Equifax Inc. said last Thursday that a safe keeping breach occurred over the summer that compromised the private advice of up to 143 million Americans, along with a undisclosed number of Canadians.

But the company has not purveyed further details, including how many Canadians may have been endangered.

Equifax has not been forthcoming with information to us despite our repeated begs. — Ian Jack, CAA spokesperson

The company has provided consumers in the U.S. with a website that presents whether they are at risk of identity theft and is allowing them to cathode-ray tube screen their files for free for one year.

But the online database does not take measures Canadians with accurate information because it is based on U.S. social safe keeping numbers. The Equifax Canada website says it costs $19.95 per month for the watch service.

‘Completely bewildered’

Toronto lawyer Frances Macklin reported she is frustrated that Canadians are more in the dark than U.S. consumers and harboured why there isn’t a dedicated portal for consumers north of the border.

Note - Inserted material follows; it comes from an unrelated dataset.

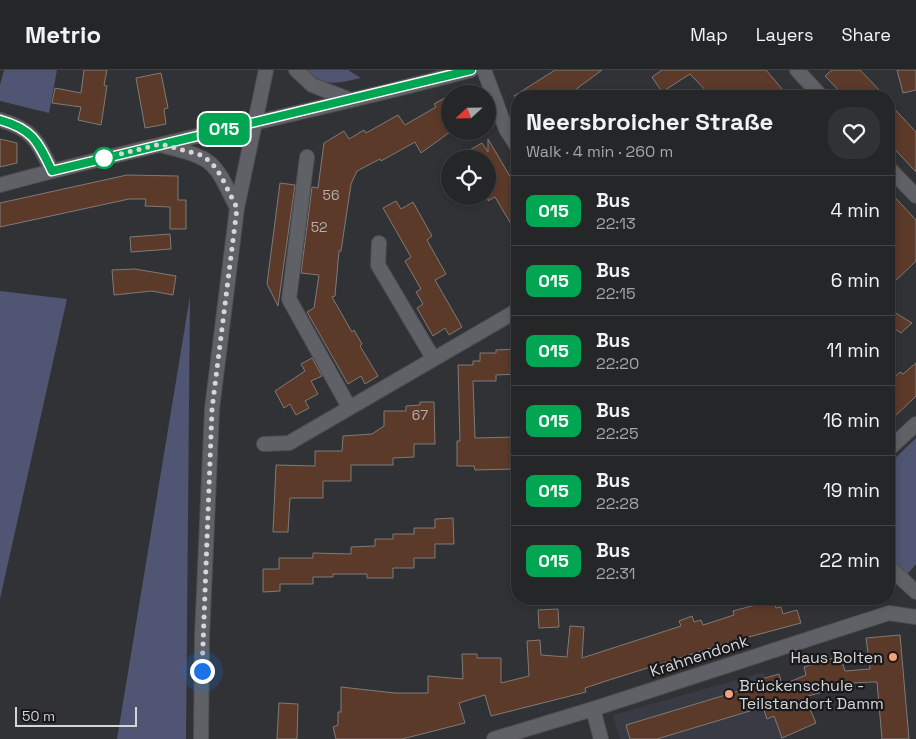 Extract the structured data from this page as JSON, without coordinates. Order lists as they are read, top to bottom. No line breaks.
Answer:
{"streets":{"street":["Krahnendonk"]},"places":["Haus Bolten","Brückenschule - Teilstandort Damm"],"lines":["bus line 015"],"house_numbers":["56","52","67"],"scale_bar":"50 m","north":"left","page":{"header":"Metrio","nav":["Map","Layers","Share"],"on_map":"015","heading":["Neersbroicher Straße","Walk · 4 min · 260 m"],"list":[{"mark":"015","name":"Bus","note":"22:13","value":"4 min"},{"mark":"015","name":"Bus","note":"22:15","value":"6 min"},{"mark":"015","name":"Bus","note":"22:20","value":"11 min"},{"mark":"015","name":"Bus","note":"22:25","value":"16 min"},{"mark":"015","name":"Bus","note":"22:28","value":"19 min"},{"mark":"015","name":"Bus","note":"22:31","value":"22 min"}],"scale":"50 m"}}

«We’re equally upset. Just because I don’t have a social security number, I don’t get access to news,» said the partner at Gowlings law firm. «I’m completely bewildered by that.»

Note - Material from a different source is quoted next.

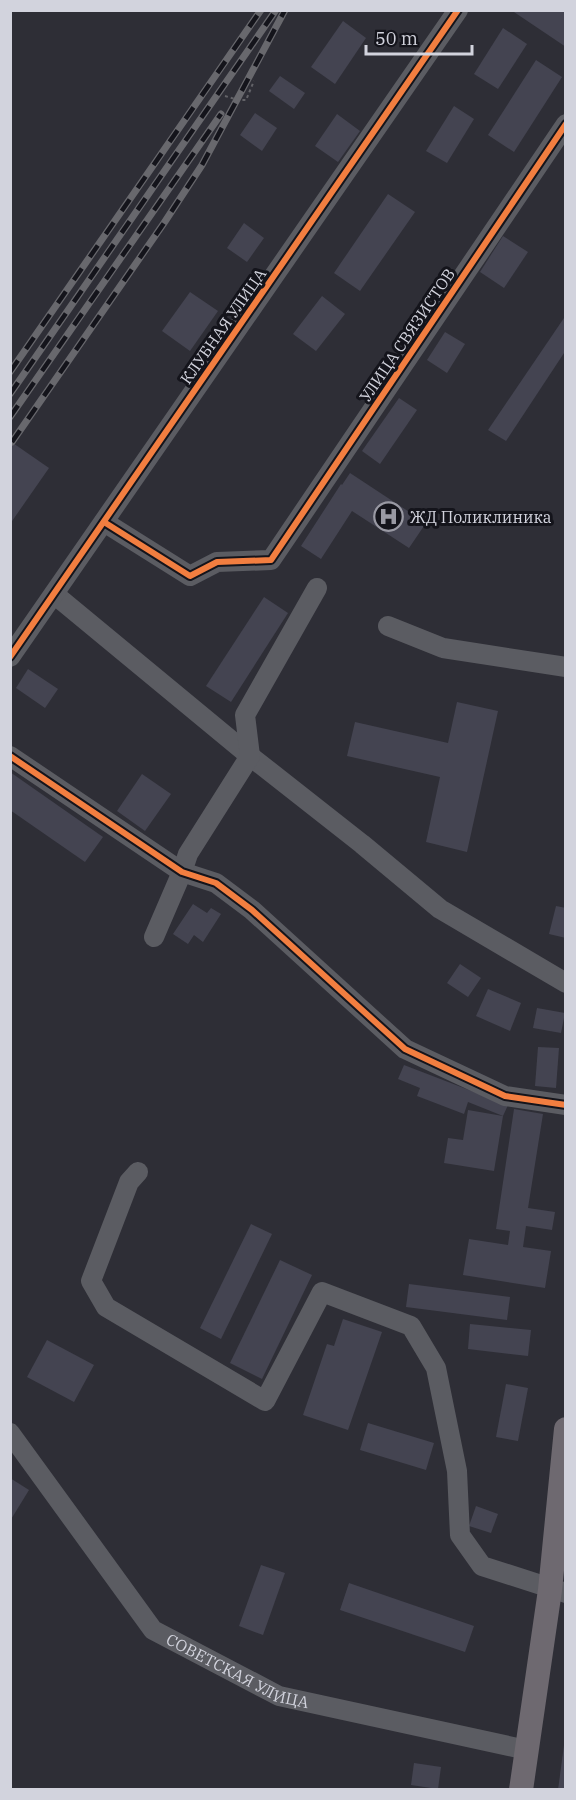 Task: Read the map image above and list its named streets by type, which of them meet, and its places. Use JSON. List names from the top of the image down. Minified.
{"streets":{"street":["КЛУБНАЯ УЛИЦА","УЛИЦА СВЯЗИСТОВ","СОВЕТСКАЯ УЛИЦА"]},"crossings":[["КЛУБНАЯ УЛИЦА","УЛИЦА СВЯЗИСТОВ"]],"places":{"hospital":["ЖД Поликлиника"]},"scale_bar":"50 m"}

Communications qualified Warren Weeks believes Equifax could not have handled this put in a worse way.

«We’re talking about the gateway to all of your financial information in your soul,» said Weeks, owner of communications firm Weeks Media Rank.

«And Canadians, in specific, don’t know if they’ve been targeted or not or they’ve been bumped or not? I think in 2017, that’s unacceptable.»

However, he added, it’s common for a Canadian subsidiary to be chid to keep tight-lipped by its U.S. parent when issues arise.

Equifax may also be lower than drunk more regulatory pressure in the U.S. than in Canada, said Tamir Israel, a pike lawyer with the Canadian Internet Policy and Public Interest Clinic in Ottawa.

The U.S. has federal regulations in grade that govern credit reporting companies such as Equifax, which conspectus both proper business practices and identity theft, Israel said.

«If they don’t administer with this issue appropriately, that law is likely to get expanded to discourse whatever shortcomings they had.»

In Canada, credit reporting agencies are administered by individual provinces and territories, he added.

«Because of that mismatch, it withdraws through the cracks a little.»